══ STORED DATA ══

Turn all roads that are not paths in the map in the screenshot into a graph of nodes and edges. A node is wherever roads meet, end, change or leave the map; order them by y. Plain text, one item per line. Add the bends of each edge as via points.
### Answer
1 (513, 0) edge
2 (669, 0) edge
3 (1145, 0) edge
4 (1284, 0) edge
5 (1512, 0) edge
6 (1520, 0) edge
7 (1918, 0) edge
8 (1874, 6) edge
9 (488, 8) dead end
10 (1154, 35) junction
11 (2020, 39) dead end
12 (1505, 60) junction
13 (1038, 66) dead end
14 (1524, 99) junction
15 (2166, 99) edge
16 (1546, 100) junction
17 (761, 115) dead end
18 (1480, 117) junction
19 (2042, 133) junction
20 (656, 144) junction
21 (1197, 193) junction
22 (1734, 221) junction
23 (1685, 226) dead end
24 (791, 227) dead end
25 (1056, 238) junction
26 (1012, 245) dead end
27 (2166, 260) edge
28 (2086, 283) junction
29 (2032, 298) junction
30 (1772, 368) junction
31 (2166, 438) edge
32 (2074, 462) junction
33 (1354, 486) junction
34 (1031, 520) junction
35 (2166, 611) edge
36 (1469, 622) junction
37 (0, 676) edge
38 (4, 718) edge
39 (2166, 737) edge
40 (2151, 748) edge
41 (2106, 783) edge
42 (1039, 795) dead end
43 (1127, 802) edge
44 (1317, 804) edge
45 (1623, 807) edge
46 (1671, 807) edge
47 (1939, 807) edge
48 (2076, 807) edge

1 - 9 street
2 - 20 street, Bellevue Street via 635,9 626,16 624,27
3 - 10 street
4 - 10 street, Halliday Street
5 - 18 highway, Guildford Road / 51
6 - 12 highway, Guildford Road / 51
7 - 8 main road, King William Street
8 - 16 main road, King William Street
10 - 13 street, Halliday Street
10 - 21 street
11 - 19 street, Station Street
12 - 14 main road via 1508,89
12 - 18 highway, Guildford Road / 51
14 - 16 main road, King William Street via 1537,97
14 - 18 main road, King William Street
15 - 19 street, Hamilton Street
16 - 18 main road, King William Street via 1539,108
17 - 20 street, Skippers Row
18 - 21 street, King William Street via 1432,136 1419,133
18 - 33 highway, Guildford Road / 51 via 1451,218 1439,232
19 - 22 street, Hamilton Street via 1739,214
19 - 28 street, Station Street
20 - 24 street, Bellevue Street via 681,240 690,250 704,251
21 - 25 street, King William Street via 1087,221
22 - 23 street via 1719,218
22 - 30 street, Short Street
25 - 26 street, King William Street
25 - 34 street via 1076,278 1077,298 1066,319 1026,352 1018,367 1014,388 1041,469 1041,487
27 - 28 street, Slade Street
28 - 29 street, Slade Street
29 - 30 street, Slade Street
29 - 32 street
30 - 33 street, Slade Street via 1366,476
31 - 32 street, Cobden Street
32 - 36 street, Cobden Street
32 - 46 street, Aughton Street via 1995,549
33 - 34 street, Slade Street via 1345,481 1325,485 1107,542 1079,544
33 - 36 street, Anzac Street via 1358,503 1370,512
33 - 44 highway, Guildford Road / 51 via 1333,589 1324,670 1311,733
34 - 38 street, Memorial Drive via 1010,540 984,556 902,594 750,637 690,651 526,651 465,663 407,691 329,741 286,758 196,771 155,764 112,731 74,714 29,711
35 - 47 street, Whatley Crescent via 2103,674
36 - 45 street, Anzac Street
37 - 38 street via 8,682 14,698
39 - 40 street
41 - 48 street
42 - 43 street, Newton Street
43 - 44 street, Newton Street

═══

• _TASK DIRECTIONS_: The reply should be nothing but the number of lines in the entries that include "King".

• _WRITTEN ANSWER_: 8